(Dataset excerpts)
*** Begin section ***

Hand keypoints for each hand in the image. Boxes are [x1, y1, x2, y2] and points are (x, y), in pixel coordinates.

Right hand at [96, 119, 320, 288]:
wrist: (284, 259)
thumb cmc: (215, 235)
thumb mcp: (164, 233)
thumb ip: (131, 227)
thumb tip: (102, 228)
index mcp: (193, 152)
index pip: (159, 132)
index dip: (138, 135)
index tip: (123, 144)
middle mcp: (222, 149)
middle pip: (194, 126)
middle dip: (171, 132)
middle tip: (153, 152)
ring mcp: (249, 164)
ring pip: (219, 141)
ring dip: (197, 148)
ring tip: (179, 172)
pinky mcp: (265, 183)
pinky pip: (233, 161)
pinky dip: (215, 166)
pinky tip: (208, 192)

*** End section ***

Nothing but the lines from the one with "wrist: (284, 259)" through the end of the data above should be repeated, each exactly as it stands.

wrist: (284, 259)
thumb cmc: (215, 235)
thumb mcp: (164, 233)
thumb ip: (131, 227)
thumb tip: (102, 228)
index mcp: (193, 152)
index pip: (159, 132)
index dip: (138, 135)
index tip: (123, 144)
middle mcp: (222, 149)
middle pip: (194, 126)
middle dip: (171, 132)
middle tip: (153, 152)
ring mcp: (249, 164)
ring pip: (219, 141)
ring dip: (197, 148)
ring tip: (179, 172)
pinky mcp: (265, 183)
pinky pip: (233, 161)
pinky dip: (215, 166)
pinky tip: (208, 192)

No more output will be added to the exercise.